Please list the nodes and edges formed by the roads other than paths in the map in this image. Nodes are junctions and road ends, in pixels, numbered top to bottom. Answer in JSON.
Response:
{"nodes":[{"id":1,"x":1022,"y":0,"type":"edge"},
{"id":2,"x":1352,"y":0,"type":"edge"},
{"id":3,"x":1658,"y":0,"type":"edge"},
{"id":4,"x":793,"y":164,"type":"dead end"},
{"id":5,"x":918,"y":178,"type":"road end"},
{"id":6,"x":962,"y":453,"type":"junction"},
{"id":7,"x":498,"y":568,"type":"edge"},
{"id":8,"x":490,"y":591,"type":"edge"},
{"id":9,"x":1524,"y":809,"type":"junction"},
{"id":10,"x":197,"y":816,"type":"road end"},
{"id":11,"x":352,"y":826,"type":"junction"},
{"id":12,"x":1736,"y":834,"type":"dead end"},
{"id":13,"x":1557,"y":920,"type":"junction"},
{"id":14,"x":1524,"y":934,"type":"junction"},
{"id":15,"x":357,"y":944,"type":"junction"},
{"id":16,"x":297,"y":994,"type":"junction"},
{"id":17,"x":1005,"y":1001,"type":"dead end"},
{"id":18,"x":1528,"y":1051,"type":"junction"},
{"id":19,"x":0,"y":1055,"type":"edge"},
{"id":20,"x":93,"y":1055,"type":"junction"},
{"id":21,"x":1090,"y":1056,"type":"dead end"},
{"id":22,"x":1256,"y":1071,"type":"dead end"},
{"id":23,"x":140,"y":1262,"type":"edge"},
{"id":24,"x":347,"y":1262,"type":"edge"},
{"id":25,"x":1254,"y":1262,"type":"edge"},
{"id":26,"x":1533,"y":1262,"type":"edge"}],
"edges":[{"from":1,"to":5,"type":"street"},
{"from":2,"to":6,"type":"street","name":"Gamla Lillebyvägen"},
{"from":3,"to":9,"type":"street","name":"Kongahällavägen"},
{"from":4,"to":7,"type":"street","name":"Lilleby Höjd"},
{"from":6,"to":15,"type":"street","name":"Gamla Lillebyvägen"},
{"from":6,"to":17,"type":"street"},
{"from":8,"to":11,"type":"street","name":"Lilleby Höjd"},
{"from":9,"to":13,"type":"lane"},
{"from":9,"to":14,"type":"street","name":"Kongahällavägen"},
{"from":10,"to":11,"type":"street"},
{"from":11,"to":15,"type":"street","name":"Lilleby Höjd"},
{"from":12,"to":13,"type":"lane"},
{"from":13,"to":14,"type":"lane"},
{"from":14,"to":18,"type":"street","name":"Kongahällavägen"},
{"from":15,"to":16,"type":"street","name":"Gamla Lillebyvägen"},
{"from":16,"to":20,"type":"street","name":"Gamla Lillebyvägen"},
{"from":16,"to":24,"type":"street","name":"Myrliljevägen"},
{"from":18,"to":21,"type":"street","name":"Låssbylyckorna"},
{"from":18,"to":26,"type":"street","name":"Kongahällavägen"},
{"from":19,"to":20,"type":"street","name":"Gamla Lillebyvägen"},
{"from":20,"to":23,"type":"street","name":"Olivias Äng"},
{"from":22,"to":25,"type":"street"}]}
········
WHAT THE TASK REQUIRES
Every line in the material above that has the word "lane" should be copied.

EXERCISE ANSWER
{"from":9,"to":13,"type":"lane"},
{"from":12,"to":13,"type":"lane"},
{"from":13,"to":14,"type":"lane"},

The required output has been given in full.